[Collected data entries]
-*-
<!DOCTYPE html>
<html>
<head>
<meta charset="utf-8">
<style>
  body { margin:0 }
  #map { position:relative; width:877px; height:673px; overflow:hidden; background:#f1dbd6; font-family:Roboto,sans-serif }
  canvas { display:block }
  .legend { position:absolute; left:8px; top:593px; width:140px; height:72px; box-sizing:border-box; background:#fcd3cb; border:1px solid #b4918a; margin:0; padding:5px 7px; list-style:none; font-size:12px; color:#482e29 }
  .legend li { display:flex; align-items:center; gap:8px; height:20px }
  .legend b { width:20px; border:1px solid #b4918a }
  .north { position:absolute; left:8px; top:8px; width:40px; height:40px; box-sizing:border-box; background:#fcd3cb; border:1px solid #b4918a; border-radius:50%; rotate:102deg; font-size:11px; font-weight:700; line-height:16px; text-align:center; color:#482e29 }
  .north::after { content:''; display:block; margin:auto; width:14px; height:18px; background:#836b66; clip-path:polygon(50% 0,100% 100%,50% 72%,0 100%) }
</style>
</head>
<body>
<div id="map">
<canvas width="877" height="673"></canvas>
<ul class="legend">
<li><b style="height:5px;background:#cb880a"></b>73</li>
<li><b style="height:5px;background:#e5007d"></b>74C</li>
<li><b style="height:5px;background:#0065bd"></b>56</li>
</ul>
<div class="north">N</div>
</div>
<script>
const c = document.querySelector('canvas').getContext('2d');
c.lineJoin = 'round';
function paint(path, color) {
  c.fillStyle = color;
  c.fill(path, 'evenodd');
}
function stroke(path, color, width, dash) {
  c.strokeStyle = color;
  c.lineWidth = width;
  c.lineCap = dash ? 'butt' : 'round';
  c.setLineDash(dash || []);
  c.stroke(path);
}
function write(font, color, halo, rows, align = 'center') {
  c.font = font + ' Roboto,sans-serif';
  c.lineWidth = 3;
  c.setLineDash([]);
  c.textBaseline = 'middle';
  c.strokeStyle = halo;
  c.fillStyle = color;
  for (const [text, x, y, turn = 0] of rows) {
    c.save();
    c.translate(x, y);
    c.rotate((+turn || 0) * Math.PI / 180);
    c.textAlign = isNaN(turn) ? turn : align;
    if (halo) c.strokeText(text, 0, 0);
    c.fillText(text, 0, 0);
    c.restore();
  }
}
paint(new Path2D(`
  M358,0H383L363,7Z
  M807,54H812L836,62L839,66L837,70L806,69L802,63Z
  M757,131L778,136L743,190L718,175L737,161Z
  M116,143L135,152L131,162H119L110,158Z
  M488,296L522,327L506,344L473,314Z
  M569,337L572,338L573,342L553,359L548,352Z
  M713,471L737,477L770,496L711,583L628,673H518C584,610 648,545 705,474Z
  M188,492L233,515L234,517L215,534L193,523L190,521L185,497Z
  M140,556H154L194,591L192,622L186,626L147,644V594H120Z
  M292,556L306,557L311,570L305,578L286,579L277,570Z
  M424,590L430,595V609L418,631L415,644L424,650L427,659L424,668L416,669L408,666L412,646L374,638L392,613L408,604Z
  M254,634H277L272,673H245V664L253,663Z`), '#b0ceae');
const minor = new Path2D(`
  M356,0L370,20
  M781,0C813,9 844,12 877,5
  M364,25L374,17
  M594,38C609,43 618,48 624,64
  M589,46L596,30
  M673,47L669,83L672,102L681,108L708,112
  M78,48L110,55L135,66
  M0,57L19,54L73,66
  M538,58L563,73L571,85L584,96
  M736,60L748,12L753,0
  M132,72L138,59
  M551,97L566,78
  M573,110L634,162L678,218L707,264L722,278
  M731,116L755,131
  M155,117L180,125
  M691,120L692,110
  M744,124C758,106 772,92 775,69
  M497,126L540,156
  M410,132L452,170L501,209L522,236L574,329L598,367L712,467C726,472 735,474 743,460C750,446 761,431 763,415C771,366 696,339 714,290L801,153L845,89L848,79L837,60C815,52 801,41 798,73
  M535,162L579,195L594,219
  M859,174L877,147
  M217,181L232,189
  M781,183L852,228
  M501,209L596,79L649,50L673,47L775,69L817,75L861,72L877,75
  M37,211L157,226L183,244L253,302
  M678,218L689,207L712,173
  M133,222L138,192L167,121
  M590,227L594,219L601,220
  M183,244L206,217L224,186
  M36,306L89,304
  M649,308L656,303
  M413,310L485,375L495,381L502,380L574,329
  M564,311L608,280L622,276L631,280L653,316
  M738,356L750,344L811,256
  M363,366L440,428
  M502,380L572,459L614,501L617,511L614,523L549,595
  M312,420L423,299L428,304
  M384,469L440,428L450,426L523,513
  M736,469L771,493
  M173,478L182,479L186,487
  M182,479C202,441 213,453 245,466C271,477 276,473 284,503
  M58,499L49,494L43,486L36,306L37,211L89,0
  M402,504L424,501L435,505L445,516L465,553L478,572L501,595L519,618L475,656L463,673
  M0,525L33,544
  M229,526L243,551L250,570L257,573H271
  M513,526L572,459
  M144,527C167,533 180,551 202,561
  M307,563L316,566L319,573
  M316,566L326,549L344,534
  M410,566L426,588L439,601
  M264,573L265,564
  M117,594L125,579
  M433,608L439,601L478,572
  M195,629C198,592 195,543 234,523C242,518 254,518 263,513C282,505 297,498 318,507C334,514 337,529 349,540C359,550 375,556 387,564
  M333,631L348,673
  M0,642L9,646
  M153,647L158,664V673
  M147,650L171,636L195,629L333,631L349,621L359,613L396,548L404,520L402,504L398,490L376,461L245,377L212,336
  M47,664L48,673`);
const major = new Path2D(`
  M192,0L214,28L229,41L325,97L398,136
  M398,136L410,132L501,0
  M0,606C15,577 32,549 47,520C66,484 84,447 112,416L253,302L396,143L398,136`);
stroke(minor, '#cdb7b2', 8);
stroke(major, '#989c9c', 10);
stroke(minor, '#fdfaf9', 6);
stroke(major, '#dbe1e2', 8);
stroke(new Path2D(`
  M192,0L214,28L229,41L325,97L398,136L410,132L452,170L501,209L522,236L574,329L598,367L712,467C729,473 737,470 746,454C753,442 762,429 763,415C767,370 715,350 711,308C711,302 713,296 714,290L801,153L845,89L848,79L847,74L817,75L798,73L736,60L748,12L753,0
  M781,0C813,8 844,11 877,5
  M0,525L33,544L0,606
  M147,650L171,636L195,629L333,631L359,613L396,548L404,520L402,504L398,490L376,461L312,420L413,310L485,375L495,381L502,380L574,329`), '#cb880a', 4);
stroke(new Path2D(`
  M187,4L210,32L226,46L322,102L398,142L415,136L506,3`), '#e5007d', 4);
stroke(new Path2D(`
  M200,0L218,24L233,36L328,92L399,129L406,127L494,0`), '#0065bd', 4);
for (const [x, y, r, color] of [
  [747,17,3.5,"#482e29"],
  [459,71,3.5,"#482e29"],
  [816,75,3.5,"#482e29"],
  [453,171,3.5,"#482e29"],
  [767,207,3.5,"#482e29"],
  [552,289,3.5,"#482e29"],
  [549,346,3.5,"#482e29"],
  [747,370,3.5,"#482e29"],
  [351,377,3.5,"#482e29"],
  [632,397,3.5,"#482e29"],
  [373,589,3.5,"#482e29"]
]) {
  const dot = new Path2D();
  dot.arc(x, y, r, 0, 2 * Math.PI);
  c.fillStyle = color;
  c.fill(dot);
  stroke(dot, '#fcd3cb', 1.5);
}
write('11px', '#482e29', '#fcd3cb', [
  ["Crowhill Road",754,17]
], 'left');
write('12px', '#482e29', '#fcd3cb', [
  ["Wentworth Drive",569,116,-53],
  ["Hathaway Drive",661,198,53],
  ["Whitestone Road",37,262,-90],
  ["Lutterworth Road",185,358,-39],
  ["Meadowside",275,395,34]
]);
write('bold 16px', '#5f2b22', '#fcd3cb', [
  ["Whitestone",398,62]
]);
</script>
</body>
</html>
-*-
TASK TO COMPLETE
Which of the lines above include the word "rows"? List those lines.

WRITTEN ANSWER
function write(font, color, halo, rows, align = 'center') {
  for (const [text, x, y, turn = 0] of rows) {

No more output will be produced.